Claudio Cretti (Belém, Brasil, 1964) é um artista visual com mais de quatro décadas de atuação no campo da arte contemporânea brasileira, desenvolvendo uma produção que transita entre escultura, desenho, colagem e performance. Nascido no Pará e criado no interior de São Paulo, construiu uma trajetória sólida a partir dos anos 1980, com presença contínua em exposições individuais e coletivas em importantes instituições e galerias do Brasil. Entre seus projetos individuais mais recentes, destacam-se Híbridos Sincréticos (2024), na Pasto Galeria, em Buenos Aires, e Evocativos (2023), no Museu da Inconfidência, em Ouro Preto, além de mostras realizadas na Galeria Marília Razuk, espaço com o qual mantém relação histórica. Ao longo de sua carreira, realizou exposições em instituições como a Pinacoteca do Estado de São Paulo, o Paço das Artes e o SESC, consolidando uma pesquisa centrada nas relações entre forma, materialidade e cultura.
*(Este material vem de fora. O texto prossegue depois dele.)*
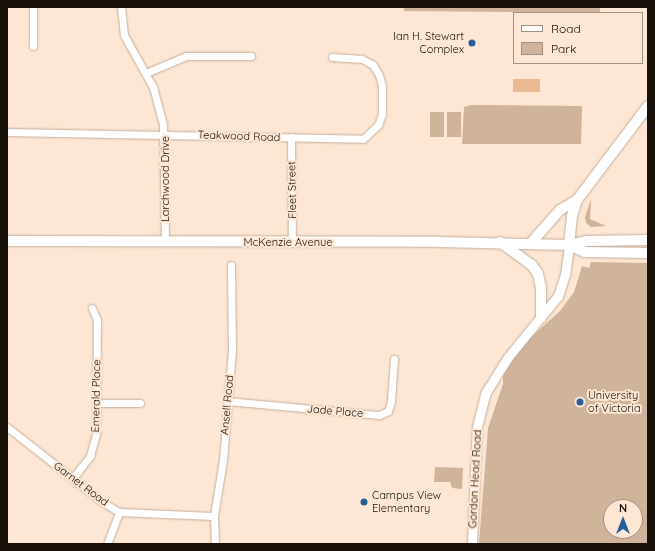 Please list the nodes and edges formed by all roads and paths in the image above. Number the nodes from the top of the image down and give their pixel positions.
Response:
1 (33, 7) edge
2 (121, 7) edge
3 (33, 46) dead end
4 (251, 56) dead end
5 (332, 57) dead end
6 (146, 73) junction
7 (648, 106) edge
8 (7, 132) edge
9 (165, 133) junction
10 (291, 138) junction
11 (577, 200) junction
12 (648, 240) edge
13 (7, 241) edge
14 (165, 241) junction
15 (500, 242) junction
16 (292, 243) junction
17 (530, 244) junction
18 (569, 245) junction
19 (648, 253) edge
20 (231, 265) dead end
21 (92, 308) dead end
22 (541, 318) junction
23 (394, 359) dead end
24 (227, 401) junction
25 (97, 403) junction
26 (140, 403) dead end
27 (7, 427) edge
28 (73, 478) junction
29 (120, 512) junction
30 (214, 516) junction
31 (107, 544) edge
32 (215, 544) edge
33 (472, 544) edge

1 - 3 street
2 - 6 street, Larchwood Drive
4 - 6 street
5 - 10 street, Teakwood Road
6 - 9 street, Larchwood Drive
7 - 11 main road, Gordon Head Road
8 - 9 street, Teakwood Road
9 - 10 street, Teakwood Road
9 - 14 street, Larchwood Drive
10 - 16 street, Fleet Street
11 - 17 main road
11 - 18 main road, Gordon Head Road
12 - 18 main road, McKenzie Avenue
13 - 14 main road, McKenzie Avenue
14 - 16 main road, McKenzie Avenue
15 - 16 main road, McKenzie Avenue
15 - 17 main road, McKenzie Avenue
15 - 22 main road
17 - 18 main road, McKenzie Avenue
18 - 19 main road, McKenzie Avenue
18 - 22 street, Gordon Head Road
20 - 24 street, Ansell Road
21 - 25 street, Emerald Place
22 - 33 street, Gordon Head Road
23 - 24 street, Jade Place
24 - 30 street, Ansell Road
25 - 26 street
25 - 28 street, Emerald Place
27 - 28 street, Garnet Road
28 - 29 street, Garnet Road
29 - 30 street, Garnet Road
29 - 31 street
30 - 32 street, Ansell Road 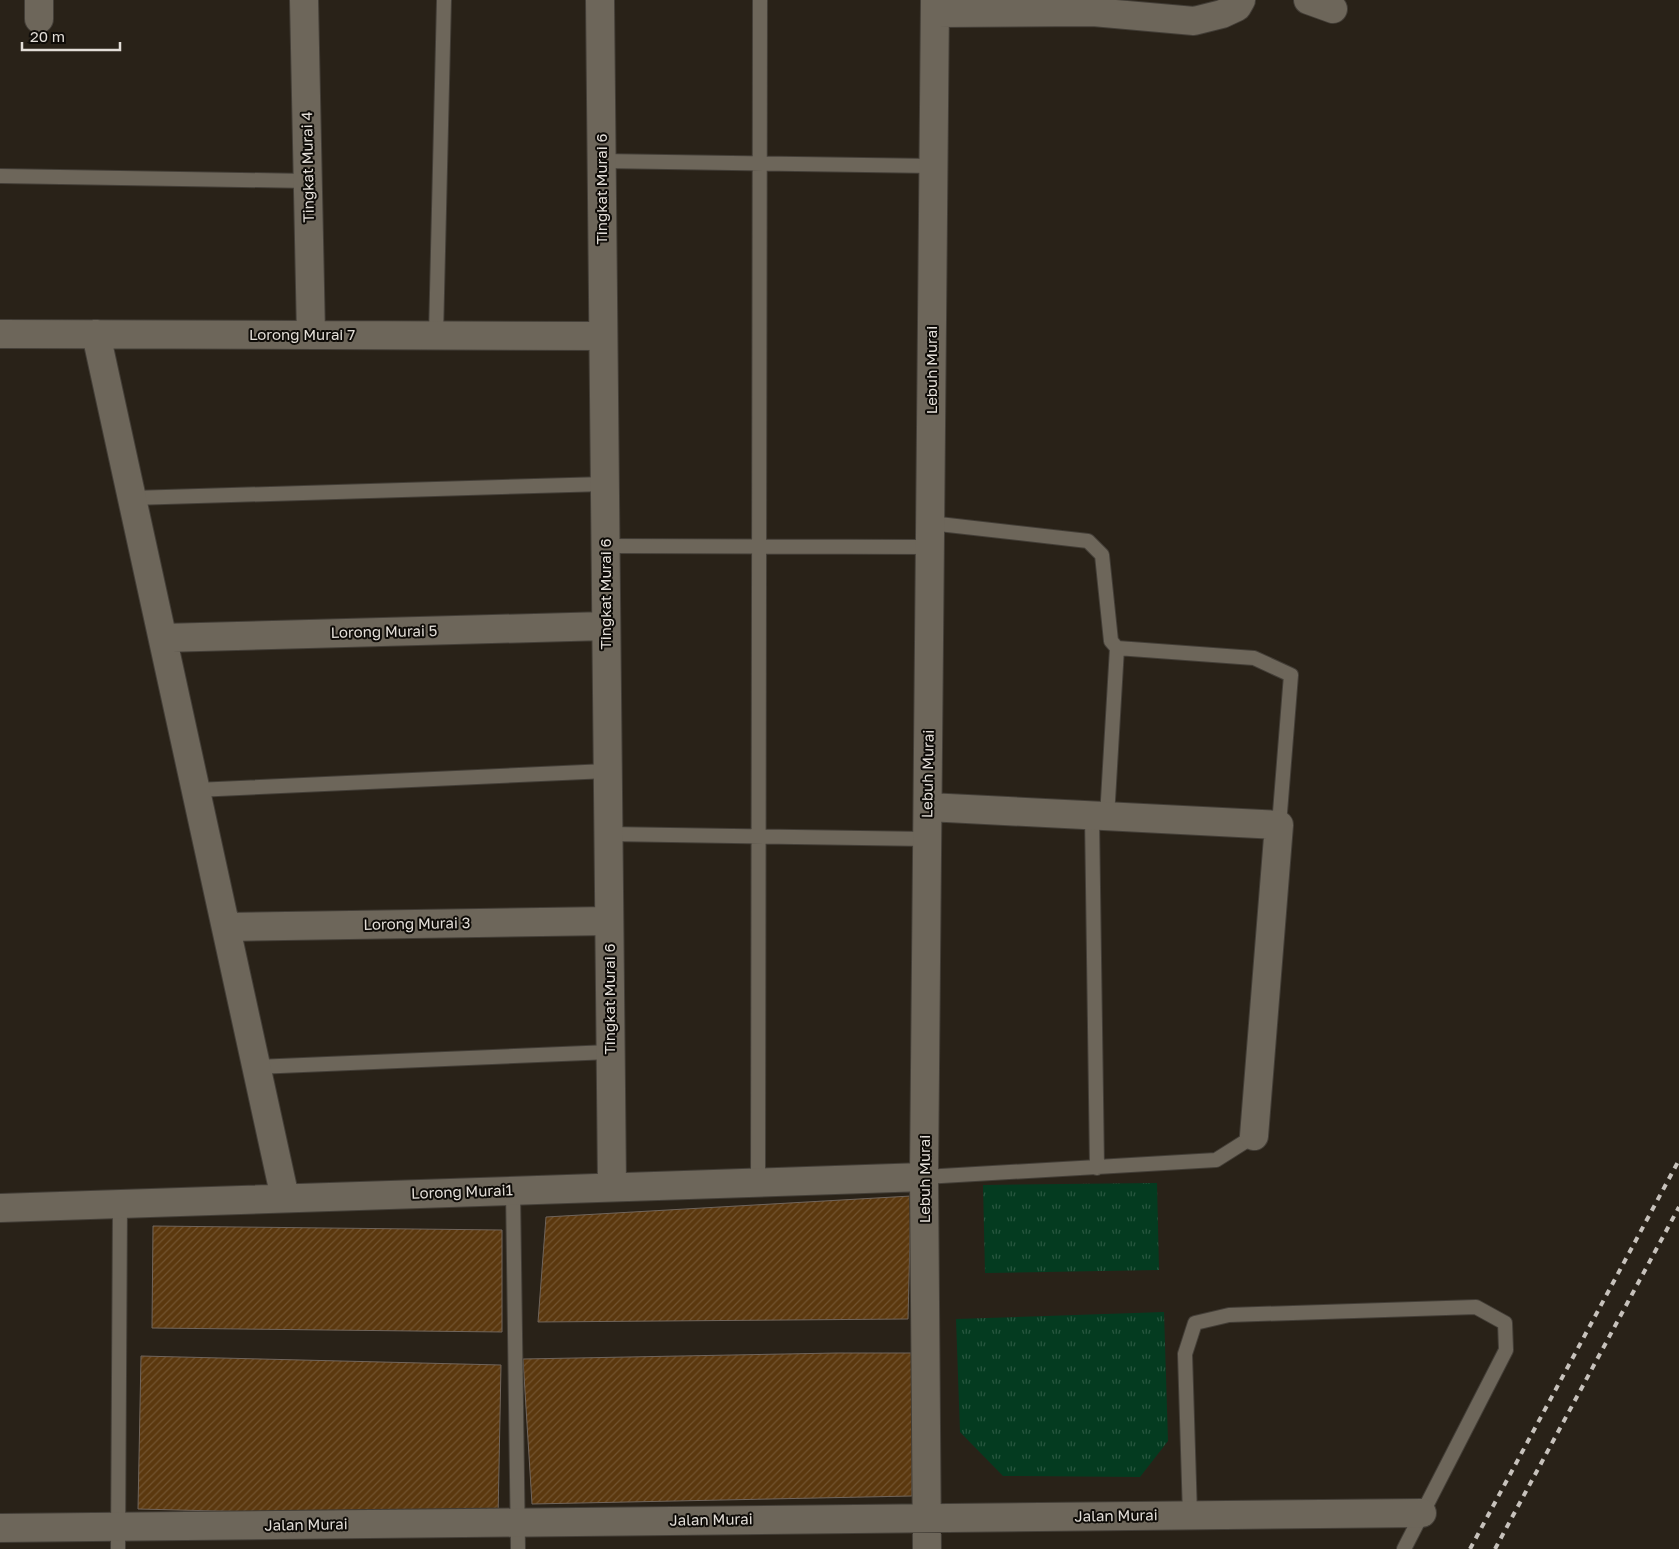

Sua produção também alcança circulação internacional, com participações em feiras e exposições no Exterior, como a ARCO Madrid, na Espanha, além de individuais na Argentina. No Brasil, integrou importantes coletivas e mostras de panorama, como Nova Escultura Brasileira (Caixa Cultural, Rio de Janeiro) e projetos realizados no Pavilhão da Bienal de São Paulo e na mostra Paralela. Suas obras integram acervos públicos de relevância, como o Museu de Arte Contemporânea da Universidade de São Paulo (MAC-USP), o Museu de Arte Moderna de São Paulo (MAM-SP) e a Pinacoteca do Estado de São Paulo. Paralelamente à produção artística, desenvolve atuação curatorial. Atualmente é diretor artístico da programação da Casa de Cultura do Parque, em São Paulo, desde 2019, o que amplia sua inserção crítica no sistema da arte contemporânea.